In addition to mandating the sharing of mental health records, the legislation would require that states improve their computerized record-keeping for felony records and domestic violence restraining orders and convictions, which also are supposed to bar people from purchasing guns.
The FBI, which maintains the National Instant Criminal Background Check System, has not taken a position on the bill, but the bureau is blunt about what adding names to its database would do.
"The availability of this information will save lives," the FBI said in a recent report.
Since 1998, when the NICS replaced a five-day waiting period before a gun could be delivered to the purchaser, more than 53 million background checks for gun sales have been conducted. According to the FBI report, more than 850,000 sales have been denied. In most of those cases, the applicant was denied the purchase because he or she had a criminal record.
Legislation sponsored by Rep. Carolyn McCarthy, D-N.Y., says millions of records are either missing or incomplete.
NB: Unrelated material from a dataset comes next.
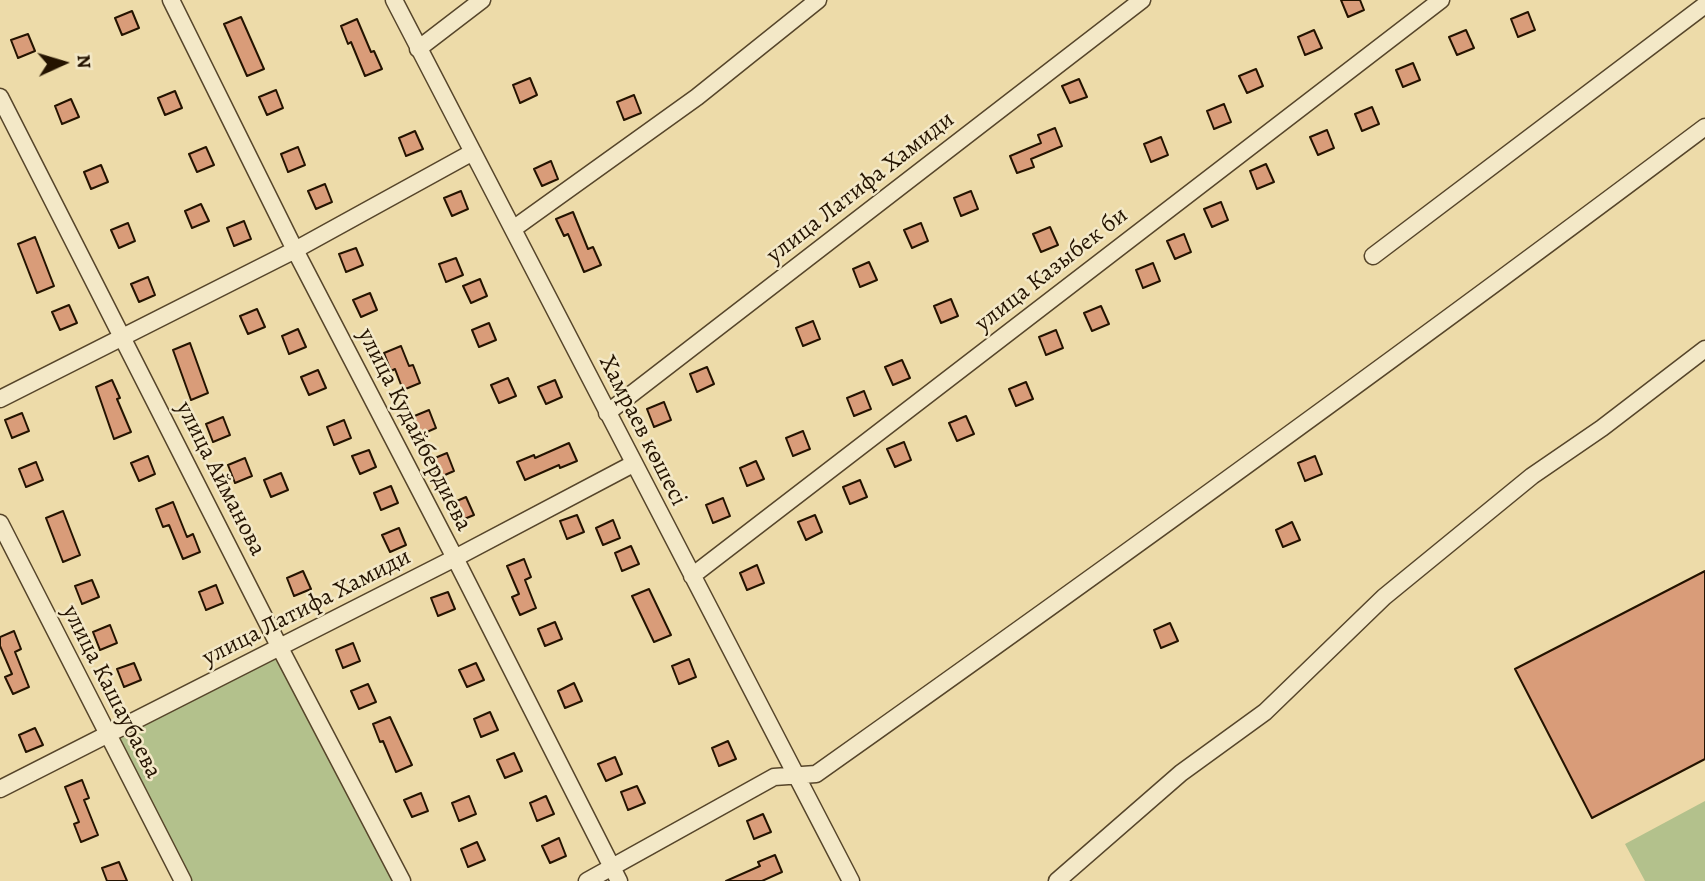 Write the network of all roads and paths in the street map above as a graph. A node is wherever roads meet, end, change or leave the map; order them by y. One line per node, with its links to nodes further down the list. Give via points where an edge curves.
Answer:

And, as McCarthy noted, "The computer is only as good as the information you put in it."
Only 21 of the 50 states provide NICS at least some names of people with serious mental illness, a disqualifier for gun purchases under federal law since 1968. Iowa, we were pleased to note, is one of the 21. Others are Alabama, Arizona, Arkansas, California, Colorado, Florida, Georgia, Hawaii, Kentucky, Louisiana, Michigan, New Jersey, New Hampshire, New Mexico, North Carolina, Utah, Vermont, Virginia, Washington and Wyoming.
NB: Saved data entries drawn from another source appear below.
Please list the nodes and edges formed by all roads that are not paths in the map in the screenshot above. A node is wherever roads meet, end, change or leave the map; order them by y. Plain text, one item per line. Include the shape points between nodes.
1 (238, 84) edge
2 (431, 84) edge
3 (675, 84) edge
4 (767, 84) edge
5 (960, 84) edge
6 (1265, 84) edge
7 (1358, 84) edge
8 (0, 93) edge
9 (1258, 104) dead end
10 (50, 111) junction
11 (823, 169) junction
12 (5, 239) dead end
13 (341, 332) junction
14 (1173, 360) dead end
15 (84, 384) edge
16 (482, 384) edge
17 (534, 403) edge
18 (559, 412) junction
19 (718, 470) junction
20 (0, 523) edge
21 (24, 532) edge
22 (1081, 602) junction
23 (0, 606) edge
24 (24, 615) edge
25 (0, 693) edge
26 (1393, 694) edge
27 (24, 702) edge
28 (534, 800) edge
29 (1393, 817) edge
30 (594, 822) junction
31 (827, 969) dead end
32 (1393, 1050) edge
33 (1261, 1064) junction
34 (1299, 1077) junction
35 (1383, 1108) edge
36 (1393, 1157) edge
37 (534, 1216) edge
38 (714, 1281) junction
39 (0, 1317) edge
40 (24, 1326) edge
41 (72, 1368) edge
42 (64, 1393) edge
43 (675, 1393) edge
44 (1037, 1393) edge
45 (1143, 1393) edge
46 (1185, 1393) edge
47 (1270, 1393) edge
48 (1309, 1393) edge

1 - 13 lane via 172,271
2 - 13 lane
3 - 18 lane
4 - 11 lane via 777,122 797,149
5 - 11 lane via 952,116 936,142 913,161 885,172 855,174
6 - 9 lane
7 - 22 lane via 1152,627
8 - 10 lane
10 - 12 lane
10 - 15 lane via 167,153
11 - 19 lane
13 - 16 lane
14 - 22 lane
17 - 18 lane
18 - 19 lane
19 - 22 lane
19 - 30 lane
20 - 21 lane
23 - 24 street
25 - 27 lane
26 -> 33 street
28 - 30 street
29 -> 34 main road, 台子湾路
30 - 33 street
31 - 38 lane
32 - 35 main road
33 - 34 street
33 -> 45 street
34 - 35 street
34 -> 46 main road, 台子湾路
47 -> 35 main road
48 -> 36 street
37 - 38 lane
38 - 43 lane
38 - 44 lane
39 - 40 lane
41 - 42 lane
Alabama joined the list in 2004 after a man with a history of mental illness -a history that included two involuntary commitments -killed two police officers with a rifle he bought on Christmas Eve. The shootings led Alabama lawmakers to share with the FBI the names of people who have been committed involuntarily on the way to mental institutions.
Legislation similar to that introduced by McCarthy in the current Congress did not pass Congress in 2002 and 2004 when it was opposed by some advocates for the mentally ill and some gun rights groups.
If there is any validity to the old saw about the third time being a charm, Congress will send the law to President Bush for his signature in 2006. It should.